Clustering is one of the most important techniques in data mining. This chapter presents a survey of popular approaches for data clustering, including well-known clustering techniques, such as partitioning clustering, hierarchical clustering, density-based clustering and grid-based clustering, and recent advances in clustering, such as subspace clustering, text clustering and data stream clustering. The major challenges and future trends of data clustering will also be introduced in this chapter. The remainder of this chapter is organized as follows. The background of data clustering will be introduced in Section 2, including the definition of clustering, categories of clustering techniques, features of good clustering algorithms, and the validation of clustering. Section 3 will present main approaches for clustering, which range from the classic partitioning and hierarchical clustering to recent approaches of bi-clustering and semisupervised clustering. Challenges and future trends will be discussed in Section 4, followed by the conclusions in the last section.
Data clustering is sourced from pattern recognition (Theodoridis & Koutroumbas, 2006), machine learning (Alpaydin, 2004), statistics (Hill & Lewicki, 2007) and database technology (Date, 2003). Data clustering is to partition data into groups, where the data in the same group are similar to one another and the data from different groups are dissimilar (Han & Kamber, 2000). More specifically, it is to segment data into clusters so that the intra-cluster similarity is maximized and that the inter-cluster similarity is minimized. The groups obtained are a partition of data, which can be used for customer segmentation, document categorization, etc.
Clustering techniques can be “clustered” into groups in multiple ways. In terms of the membership of objects, there are two kinds of clustering, fuzzy clustering and hard clustering. Fuzzy clustering is also known as soft clustering, where an object can be in more than one cluster, but with different membership degrees. In contrast, an object in hard clustering can belong to one cluster only. Generally speaking, clustering is referred to as hard clustering implicitly. In terms of approaches, data clustering techniques can be classified into the following groups: partitioning clustering, hierarchical clustering, density-based clustering, grid-based clustering and model-based clustering. In terms of the type of data, there are spatial data clustering, text clustering, multimedia clustering, time series clustering, data stream clustering and graph clustering.

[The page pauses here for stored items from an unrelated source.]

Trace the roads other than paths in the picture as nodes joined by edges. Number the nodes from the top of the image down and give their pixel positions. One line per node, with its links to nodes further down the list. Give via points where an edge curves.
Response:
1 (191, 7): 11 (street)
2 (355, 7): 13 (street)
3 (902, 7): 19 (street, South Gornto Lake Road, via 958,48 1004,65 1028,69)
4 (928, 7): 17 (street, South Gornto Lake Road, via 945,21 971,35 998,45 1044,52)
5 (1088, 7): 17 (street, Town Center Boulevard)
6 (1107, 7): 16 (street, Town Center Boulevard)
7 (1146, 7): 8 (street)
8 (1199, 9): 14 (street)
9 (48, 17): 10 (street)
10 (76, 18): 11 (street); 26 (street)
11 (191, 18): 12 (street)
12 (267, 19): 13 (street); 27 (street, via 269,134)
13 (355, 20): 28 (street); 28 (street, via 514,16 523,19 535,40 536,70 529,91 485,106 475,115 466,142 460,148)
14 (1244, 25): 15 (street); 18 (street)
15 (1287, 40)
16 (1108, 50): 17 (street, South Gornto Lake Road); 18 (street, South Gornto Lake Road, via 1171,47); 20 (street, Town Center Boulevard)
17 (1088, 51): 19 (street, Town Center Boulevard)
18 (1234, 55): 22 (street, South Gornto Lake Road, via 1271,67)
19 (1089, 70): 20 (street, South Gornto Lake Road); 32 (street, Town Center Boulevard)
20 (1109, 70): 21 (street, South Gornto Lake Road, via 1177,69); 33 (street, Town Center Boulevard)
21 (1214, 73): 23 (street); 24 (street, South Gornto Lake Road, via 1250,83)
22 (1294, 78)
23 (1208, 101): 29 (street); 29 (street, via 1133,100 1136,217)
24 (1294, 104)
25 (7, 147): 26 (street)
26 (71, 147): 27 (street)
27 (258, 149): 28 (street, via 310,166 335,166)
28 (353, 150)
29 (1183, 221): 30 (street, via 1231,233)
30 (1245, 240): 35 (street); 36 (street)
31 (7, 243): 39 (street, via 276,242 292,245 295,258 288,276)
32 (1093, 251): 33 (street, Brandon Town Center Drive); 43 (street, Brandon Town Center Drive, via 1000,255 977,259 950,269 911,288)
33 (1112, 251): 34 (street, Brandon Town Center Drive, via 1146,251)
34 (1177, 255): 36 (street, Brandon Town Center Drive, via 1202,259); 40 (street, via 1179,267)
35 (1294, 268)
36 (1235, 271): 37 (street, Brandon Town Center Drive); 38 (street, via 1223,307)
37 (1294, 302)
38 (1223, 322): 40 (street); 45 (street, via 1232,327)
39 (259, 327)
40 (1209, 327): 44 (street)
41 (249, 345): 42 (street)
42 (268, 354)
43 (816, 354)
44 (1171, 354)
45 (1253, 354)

For a good clustering algorithm, it is supposed to have the following features: 1) the ability to detect clusters with various shapes and different distributions; 2) the capability of finding clusters with considerably different sizes; 3) the ability to work when outliers are present; 4) no or few parameters needed as input; and 5) scalability to both the size and the dimensionality of data.
How to evaluate the results is an important problem for clustering. For the validation of clustering results, there are many different measures, such as Compactness (Zait & Messatfa, 1997), Conditional Entropy (CE) and Normalized Mutual Information (NMI) (Strehl & Ghosh, 2002; Fern & Brodley, 2003). The validation measures can be classified into three categories, 1) internal validation, such as Compactness, Dunn’s validation index, Silhouette index and Hubert’s correlation with distance matrix, which is based on calculating the properties of result clusters, 2) relative validation, such as Figure of merit and Stability, which is based on comparisons of partitions, and 3) external validation, such as CE, NMI, Hubert’s correlation, Rand statistics, Jaccard coefficient, and Folkes and Mallows index, which is based on comparing with a known true partition of data (Halkidi et al., 2001, Brun et al., 2007).